▶ _What the exercise asks_
The records below need to be set down again exactly; their images stay out.

▶ _Saved entries_

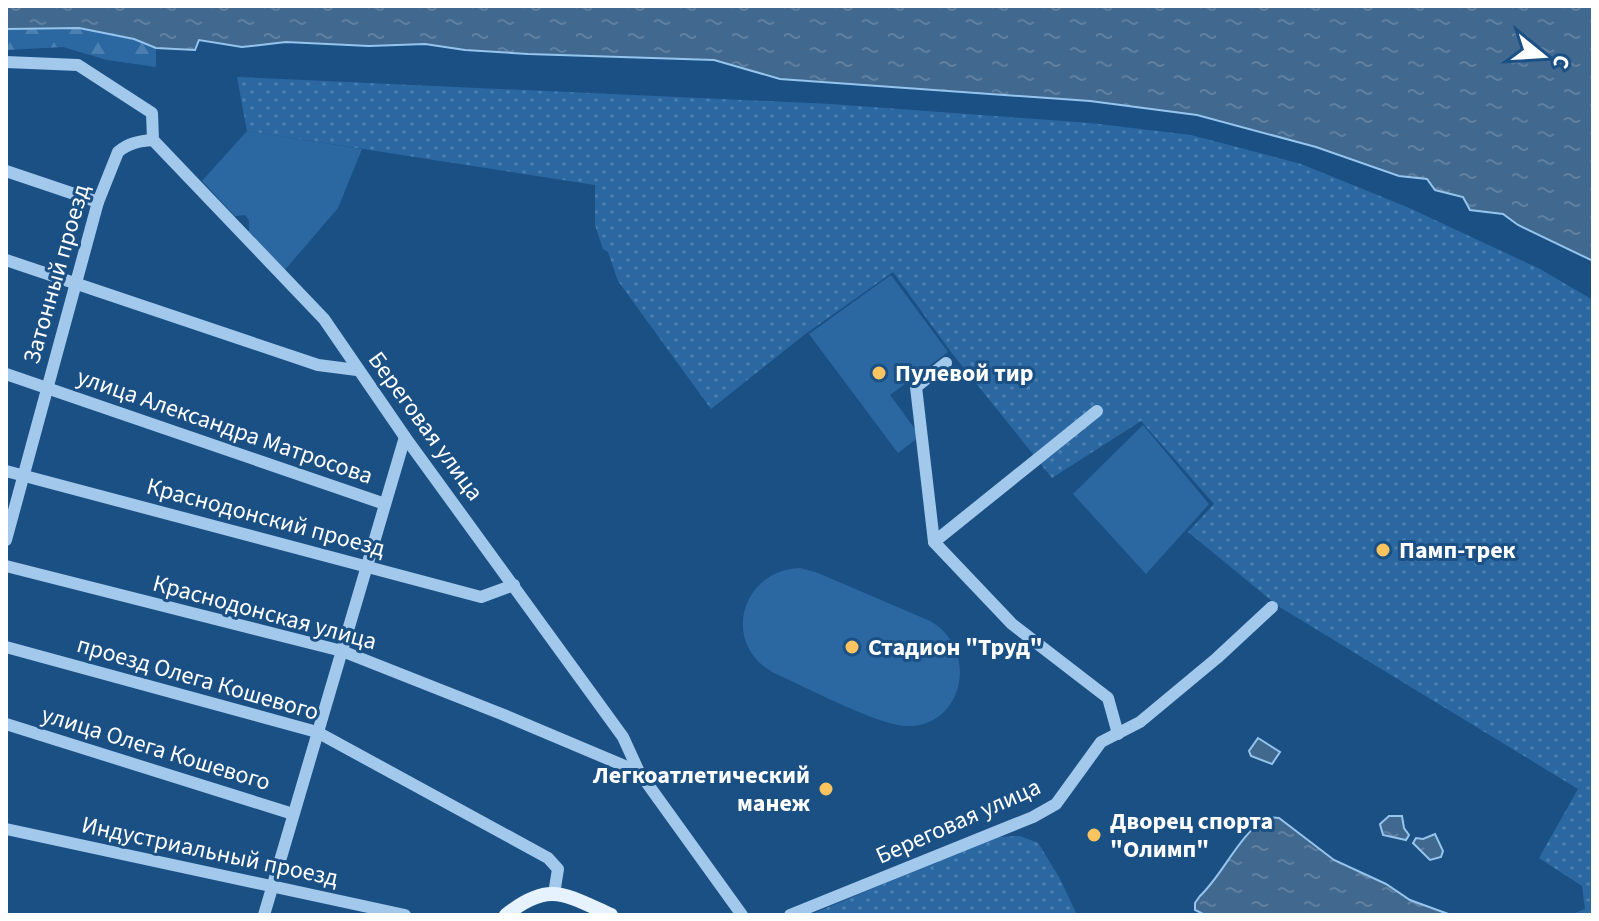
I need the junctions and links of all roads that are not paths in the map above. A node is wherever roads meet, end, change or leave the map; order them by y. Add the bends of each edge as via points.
1 (6, 62) edge
2 (153, 140) junction
3 (6, 171) edge
4 (98, 202) junction
5 (6, 260) edge
6 (75, 284) junction
7 (946, 363) dead end
8 (357, 370) junction
9 (6, 374) edge
10 (46, 388) junction
11 (1097, 411) dead end
12 (405, 437) junction
13 (6, 471) edge
14 (23, 476) junction
15 (385, 504) junction
16 (6, 540) edge
17 (934, 542) junction
18 (6, 566) edge
19 (366, 566) junction
20 (514, 585) junction
21 (1272, 607) dead end
22 (6, 647) edge
23 (342, 651) junction
24 (6, 724) edge
25 (317, 732) junction
26 (1118, 734) junction
27 (639, 772) junction
28 (293, 814) junction
29 (6, 829) edge
30 (271, 887) junction
31 (554, 894) junction
32 (264, 915) edge
33 (405, 915) edge
34 (506, 915) edge
35 (611, 915) edge
36 (742, 915) edge
37 (790, 915) edge

1 - 2 street, Береговая улица via 78,65 152,113
2 - 4 street, Затонный проезд via 118,152
2 - 8 street, Береговая улица via 324,319
3 - 4 street
4 - 6 street, Затонный проезд
5 - 6 street
6 - 8 street via 318,365
6 - 10 street, Затонный проезд
7 - 17 street via 916,387
8 - 12 street, Береговая улица
9 - 10 street, улица Александра Матросова
10 - 14 street, Затонный проезд
10 - 15 street, улица Александра Матросова
11 - 17 street
12 - 15 street
12 - 20 street, Береговая улица
13 - 14 street, Краснодонский проезд
14 - 16 street, Затонный проезд
14 - 19 street, Краснодонский проезд
15 - 19 street
17 - 26 street via 1012,624 1108,698
18 - 23 street, Краснодонская улица
19 - 20 street, Краснодонский проезд via 481,597
19 - 23 street
20 - 27 street, Береговая улица via 623,737
21 - 26 street, Береговая улица via 1140,722
22 - 25 street, проезд Олега Кошевого
23 - 25 street
23 - 27 street, Краснодонская улица
24 - 28 street, улица Олега Кошевого
25 - 28 street
25 - 31 street, проезд Олега Кошевого via 548,858 558,869
26 - 37 street, Береговая улица via 1101,742 1056,804 1043,812
27 - 36 street, Береговая улица
28 - 30 street
29 - 30 street, Индустриальный проезд
30 - 32 street
30 - 33 street, Индустриальный проезд
31 - 34 main road via 528,898
31 - 35 main road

▶ _Your solution_
I need the junctions and links of all roads that are not paths in the map above. A node is wherever roads meet, end, change or leave the map; order them by y. Add the bends of each edge as via points.
1 (6, 62) edge
2 (153, 140) junction
3 (6, 171) edge
4 (98, 202) junction
5 (6, 260) edge
6 (75, 284) junction
7 (946, 363) dead end
8 (357, 370) junction
9 (6, 374) edge
10 (46, 388) junction
11 (1097, 411) dead end
12 (405, 437) junction
13 (6, 471) edge
14 (23, 476) junction
15 (385, 504) junction
16 (6, 540) edge
17 (934, 542) junction
18 (6, 566) edge
19 (366, 566) junction
20 (514, 585) junction
21 (1272, 607) dead end
22 (6, 647) edge
23 (342, 651) junction
24 (6, 724) edge
25 (317, 732) junction
26 (1118, 734) junction
27 (639, 772) junction
28 (293, 814) junction
29 (6, 829) edge
30 (271, 887) junction
31 (554, 894) junction
32 (264, 915) edge
33 (405, 915) edge
34 (506, 915) edge
35 (611, 915) edge
36 (742, 915) edge
37 (790, 915) edge

1 - 2 street, Береговая улица via 78,65 152,113
2 - 4 street, Затонный проезд via 118,152
2 - 8 street, Береговая улица via 324,319
3 - 4 street
4 - 6 street, Затонный проезд
5 - 6 street
6 - 8 street via 318,365
6 - 10 street, Затонный проезд
7 - 17 street via 916,387
8 - 12 street, Береговая улица
9 - 10 street, улица Александра Матросова
10 - 14 street, Затонный проезд
10 - 15 street, улица Александра Матросова
11 - 17 street
12 - 15 street
12 - 20 street, Береговая улица
13 - 14 street, Краснодонский проезд
14 - 16 street, Затонный проезд
14 - 19 street, Краснодонский проезд
15 - 19 street
17 - 26 street via 1012,624 1108,698
18 - 23 street, Краснодонская улица
19 - 20 street, Краснодонский проезд via 481,597
19 - 23 street
20 - 27 street, Береговая улица via 623,737
21 - 26 street, Береговая улица via 1140,722
22 - 25 street, проезд Олега Кошевого
23 - 25 street
23 - 27 street, Краснодонская улица
24 - 28 street, улица Олега Кошевого
25 - 28 street
25 - 31 street, проезд Олега Кошевого via 548,858 558,869
26 - 37 street, Береговая улица via 1101,742 1056,804 1043,812
27 - 36 street, Береговая улица
28 - 30 street
29 - 30 street, Индустриальный проезд
30 - 32 street
30 - 33 street, Индустриальный проезд
31 - 34 main road via 528,898
31 - 35 main road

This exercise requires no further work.